Dataset entries.
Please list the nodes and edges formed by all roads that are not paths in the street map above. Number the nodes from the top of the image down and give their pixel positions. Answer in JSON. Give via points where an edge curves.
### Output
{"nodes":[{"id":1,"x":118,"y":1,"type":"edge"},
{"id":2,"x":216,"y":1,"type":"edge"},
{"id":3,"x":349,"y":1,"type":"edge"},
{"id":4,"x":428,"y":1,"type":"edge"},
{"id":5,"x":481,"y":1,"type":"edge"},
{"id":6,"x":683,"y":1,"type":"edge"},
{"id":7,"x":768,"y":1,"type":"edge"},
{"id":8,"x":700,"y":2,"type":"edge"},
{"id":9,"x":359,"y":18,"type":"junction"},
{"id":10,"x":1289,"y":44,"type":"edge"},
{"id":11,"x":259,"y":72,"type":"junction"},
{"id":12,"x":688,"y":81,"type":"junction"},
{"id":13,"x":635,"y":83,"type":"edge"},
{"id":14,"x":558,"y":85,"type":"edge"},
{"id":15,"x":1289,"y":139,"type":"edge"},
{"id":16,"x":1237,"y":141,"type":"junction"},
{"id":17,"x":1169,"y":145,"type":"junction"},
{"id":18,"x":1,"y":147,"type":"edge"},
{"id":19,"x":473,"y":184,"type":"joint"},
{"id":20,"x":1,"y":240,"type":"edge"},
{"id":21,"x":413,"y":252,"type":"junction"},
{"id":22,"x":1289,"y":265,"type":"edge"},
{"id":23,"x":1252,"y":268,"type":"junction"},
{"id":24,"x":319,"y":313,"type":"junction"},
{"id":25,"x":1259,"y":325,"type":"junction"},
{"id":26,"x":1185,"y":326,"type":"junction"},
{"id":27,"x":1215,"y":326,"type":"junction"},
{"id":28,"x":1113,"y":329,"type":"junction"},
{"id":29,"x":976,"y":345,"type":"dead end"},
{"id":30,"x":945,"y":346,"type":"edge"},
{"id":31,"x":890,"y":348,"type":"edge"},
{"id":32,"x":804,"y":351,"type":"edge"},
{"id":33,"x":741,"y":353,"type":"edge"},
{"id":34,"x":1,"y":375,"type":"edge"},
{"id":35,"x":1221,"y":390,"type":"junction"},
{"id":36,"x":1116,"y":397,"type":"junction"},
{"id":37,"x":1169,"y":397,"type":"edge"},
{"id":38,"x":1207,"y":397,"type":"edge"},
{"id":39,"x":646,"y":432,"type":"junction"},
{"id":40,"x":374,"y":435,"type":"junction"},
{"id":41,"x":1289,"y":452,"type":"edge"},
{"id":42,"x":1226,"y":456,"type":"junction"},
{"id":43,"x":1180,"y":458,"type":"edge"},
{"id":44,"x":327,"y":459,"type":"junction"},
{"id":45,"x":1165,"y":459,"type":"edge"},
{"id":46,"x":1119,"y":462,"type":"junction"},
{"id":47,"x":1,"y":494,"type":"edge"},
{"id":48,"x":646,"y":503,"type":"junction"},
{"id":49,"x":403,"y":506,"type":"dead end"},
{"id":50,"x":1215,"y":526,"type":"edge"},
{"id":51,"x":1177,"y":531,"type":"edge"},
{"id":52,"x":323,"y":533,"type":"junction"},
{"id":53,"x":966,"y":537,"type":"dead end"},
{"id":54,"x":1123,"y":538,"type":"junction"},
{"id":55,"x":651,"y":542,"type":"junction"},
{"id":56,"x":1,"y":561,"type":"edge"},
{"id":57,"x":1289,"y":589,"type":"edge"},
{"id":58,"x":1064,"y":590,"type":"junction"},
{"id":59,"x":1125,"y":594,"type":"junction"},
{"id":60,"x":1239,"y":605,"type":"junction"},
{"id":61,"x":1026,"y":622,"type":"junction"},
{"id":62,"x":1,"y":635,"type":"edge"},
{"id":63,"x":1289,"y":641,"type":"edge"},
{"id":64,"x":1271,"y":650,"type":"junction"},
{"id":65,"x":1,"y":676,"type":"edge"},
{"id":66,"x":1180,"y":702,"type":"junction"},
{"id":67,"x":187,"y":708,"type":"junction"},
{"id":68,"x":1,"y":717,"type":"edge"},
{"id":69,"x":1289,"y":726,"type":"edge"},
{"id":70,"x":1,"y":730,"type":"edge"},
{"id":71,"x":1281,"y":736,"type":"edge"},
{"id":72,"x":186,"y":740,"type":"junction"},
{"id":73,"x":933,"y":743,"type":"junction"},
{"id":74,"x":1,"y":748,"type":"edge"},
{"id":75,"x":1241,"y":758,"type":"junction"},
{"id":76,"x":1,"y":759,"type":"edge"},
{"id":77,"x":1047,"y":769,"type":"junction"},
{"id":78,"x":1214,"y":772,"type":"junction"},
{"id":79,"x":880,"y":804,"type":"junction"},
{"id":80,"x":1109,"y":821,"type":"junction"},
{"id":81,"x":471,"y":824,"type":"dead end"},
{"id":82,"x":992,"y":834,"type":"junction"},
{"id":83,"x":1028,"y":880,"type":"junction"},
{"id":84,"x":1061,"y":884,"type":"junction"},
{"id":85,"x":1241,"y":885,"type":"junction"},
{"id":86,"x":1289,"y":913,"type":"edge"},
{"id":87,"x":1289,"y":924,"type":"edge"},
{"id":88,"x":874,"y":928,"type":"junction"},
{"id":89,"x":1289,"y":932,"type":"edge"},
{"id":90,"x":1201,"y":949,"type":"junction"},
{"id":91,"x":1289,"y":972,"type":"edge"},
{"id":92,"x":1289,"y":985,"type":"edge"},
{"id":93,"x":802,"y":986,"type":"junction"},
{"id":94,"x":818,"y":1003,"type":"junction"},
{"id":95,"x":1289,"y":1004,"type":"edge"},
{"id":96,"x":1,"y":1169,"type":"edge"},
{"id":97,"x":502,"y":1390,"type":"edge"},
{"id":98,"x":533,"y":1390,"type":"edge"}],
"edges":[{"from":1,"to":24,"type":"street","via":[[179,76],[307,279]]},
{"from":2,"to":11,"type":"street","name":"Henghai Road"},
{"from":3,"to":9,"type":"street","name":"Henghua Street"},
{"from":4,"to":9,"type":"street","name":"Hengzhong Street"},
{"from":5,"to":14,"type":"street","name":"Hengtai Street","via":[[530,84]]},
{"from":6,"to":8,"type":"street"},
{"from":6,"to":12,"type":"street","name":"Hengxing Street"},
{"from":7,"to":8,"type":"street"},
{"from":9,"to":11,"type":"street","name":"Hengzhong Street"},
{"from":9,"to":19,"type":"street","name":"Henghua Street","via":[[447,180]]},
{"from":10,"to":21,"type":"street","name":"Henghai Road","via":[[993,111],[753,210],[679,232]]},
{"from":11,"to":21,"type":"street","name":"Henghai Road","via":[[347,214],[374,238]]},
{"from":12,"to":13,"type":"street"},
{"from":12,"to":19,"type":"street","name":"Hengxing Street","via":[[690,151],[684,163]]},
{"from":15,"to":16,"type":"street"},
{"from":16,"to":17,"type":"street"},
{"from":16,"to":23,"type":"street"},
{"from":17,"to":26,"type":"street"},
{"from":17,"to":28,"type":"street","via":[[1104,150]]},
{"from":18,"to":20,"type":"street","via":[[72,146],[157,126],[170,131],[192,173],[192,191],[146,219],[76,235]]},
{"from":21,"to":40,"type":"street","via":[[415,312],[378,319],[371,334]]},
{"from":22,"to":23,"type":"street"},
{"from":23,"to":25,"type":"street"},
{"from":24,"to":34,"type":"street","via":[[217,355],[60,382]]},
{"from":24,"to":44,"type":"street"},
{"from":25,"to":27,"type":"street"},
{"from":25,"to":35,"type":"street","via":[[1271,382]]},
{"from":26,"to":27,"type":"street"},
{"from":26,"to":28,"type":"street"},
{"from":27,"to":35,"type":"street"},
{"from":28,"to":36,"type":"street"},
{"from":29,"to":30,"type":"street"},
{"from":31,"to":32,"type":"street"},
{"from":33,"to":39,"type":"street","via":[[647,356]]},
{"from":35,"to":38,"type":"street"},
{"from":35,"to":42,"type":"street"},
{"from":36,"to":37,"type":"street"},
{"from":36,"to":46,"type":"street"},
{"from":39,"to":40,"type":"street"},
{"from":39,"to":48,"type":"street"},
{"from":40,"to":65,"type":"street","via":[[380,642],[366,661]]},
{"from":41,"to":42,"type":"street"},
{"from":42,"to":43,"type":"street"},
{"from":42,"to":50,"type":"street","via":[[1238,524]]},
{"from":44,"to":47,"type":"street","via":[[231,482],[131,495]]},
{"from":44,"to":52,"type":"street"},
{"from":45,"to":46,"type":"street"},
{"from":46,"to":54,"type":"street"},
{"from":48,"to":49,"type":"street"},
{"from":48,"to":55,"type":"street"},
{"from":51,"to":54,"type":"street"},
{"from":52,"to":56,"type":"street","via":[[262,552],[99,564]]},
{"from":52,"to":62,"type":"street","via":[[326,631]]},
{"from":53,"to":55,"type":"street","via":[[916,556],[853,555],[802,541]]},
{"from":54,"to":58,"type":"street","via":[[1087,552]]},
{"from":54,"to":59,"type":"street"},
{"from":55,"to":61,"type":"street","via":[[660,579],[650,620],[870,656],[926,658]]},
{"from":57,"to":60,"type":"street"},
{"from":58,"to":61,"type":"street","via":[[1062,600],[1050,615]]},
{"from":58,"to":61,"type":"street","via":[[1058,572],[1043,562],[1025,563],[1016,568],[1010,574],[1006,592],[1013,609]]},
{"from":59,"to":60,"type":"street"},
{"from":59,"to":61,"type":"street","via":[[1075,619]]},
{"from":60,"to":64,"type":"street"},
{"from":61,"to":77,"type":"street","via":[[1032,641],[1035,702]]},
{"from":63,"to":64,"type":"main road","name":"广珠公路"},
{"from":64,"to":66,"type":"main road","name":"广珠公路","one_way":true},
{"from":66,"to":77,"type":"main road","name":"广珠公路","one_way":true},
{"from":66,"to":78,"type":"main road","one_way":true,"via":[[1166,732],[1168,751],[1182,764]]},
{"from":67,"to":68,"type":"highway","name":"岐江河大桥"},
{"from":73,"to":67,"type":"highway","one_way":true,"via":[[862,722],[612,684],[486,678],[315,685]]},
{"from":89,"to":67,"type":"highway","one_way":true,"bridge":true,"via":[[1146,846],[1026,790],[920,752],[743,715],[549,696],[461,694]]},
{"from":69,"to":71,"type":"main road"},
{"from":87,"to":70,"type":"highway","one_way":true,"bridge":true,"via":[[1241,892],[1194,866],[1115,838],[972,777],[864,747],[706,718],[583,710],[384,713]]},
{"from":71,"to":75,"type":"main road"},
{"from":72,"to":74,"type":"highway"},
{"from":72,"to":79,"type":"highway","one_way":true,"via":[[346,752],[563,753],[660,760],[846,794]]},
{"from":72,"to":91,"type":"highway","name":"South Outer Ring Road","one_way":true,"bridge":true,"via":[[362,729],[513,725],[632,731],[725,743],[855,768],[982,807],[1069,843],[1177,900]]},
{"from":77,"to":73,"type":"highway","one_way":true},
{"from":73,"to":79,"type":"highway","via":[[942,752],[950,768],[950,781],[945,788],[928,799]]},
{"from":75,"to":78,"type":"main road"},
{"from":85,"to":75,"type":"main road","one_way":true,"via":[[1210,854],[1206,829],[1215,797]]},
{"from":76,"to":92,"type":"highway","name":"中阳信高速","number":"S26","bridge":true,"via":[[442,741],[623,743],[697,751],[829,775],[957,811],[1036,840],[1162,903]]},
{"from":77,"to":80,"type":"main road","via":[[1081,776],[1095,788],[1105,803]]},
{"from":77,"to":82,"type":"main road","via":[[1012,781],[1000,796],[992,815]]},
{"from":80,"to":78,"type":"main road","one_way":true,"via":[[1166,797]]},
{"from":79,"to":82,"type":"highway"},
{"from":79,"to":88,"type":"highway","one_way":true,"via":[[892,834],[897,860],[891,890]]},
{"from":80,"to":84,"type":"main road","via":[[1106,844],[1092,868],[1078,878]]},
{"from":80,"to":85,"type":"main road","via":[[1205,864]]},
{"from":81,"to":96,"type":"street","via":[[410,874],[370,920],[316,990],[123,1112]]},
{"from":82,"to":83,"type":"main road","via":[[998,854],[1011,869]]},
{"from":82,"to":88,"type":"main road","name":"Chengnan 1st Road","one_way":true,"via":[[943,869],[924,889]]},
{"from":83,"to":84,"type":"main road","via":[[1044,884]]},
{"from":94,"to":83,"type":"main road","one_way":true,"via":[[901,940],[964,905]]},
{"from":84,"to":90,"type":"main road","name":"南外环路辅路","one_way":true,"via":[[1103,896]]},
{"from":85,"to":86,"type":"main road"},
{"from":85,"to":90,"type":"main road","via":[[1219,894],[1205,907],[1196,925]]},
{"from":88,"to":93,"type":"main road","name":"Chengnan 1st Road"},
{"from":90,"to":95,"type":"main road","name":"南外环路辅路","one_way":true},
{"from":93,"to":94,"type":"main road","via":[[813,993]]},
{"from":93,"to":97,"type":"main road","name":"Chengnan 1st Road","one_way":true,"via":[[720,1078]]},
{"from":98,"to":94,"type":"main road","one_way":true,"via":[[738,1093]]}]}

Assignment.
Set apart and copy each line of the records that holds the word "南外环路辅路".

Reply to the exercise.
{"from":84,"to":90,"type":"main road","name":"南外环路辅路","one_way":true,"via":[[1103,896]]},
{"from":90,"to":95,"type":"main road","name":"南外环路辅路","one_way":true},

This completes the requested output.